Her eyes narrowed. “Are you a stalker?”

I shook my head. “No.”

It was starting to rain harder. I realized that, some physical discomfort aside, the weather hadn’t been such bad luck. She was dry and poised under her umbrella; I was wet and almost shivering. The contrast would help her feel more in control.

“Am I in trouble?” she asked.

That surprised me. “What kind of trouble?”

“I didn’t do anything wrong. I’m not involved with anything, I’m just a dancer, okay?”

I didn’t know where she was going, but I didn’t want to stop her. “You’re not involved?” I parroted.

“I’m not involved! And I don’t want to be. I mind my own business.”

“You’re not in trouble, at least not with me. I really just want to talk with you.”

“Give me one good reason why.”

“Because you trust me.”

Her expression was caught between amused and incredulous. “I trust you?”

I nodded. “You warned me about the listening devices in the club.”

She closed her eyes for a moment. “Jesus Christ, I knew I was going to regret that.”

“But you knew you would regret it more if you had said nothing.”

She was shaking her head slowly, deliberately. I knew what she was thinking: I do this guy a favor, now I can’t get rid of him. And he’s trouble, trouble I don’t want.

I pushed dripping hair back from my forehead. “Can we go someplace?”

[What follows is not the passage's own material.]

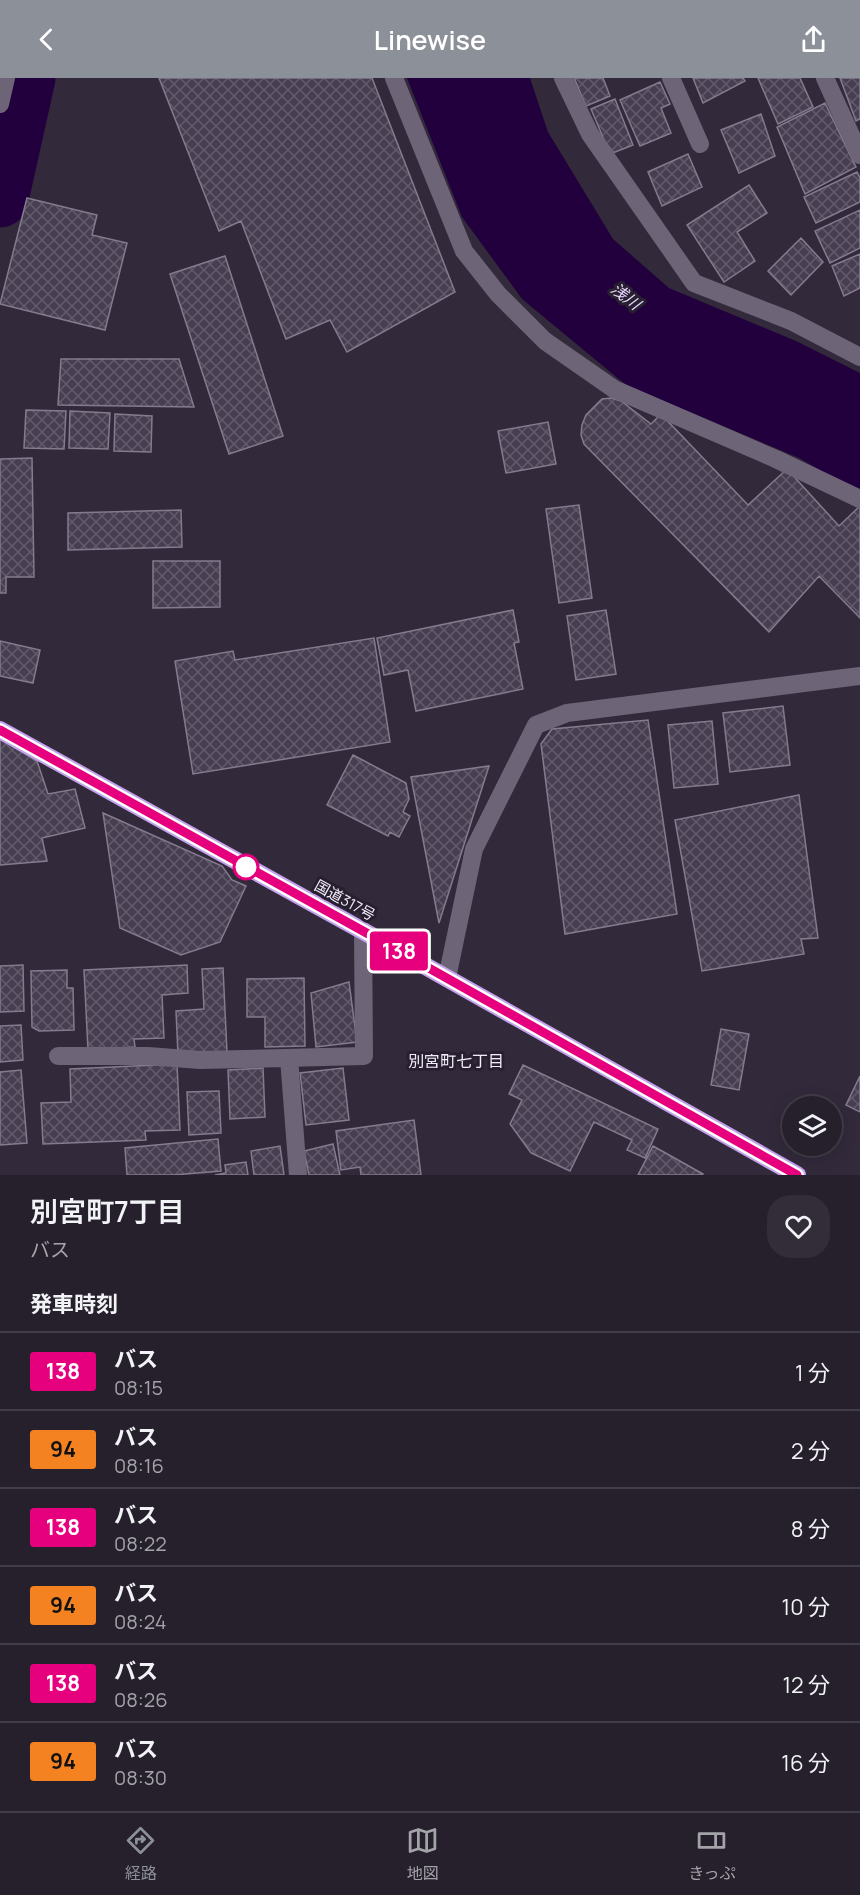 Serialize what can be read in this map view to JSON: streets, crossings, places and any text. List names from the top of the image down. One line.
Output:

She looked left, then right. The street was empty.

“All right,” she said. “Let’s get a taxi. I know a place that’s open late. We can talk there.”

We found a cab. I got in first and she slid in behind me. She told the driver to take us to 3-3-5 Shibuya-ku, south side of Roppongi-dori. I smiled.

“Tantra?” I asked.

She looked at me, perhaps a little nonplussed. “You know it?”

“It’s been around for a long time. Good place.”

“I didn’t think you’d know it. You’re a little… older.”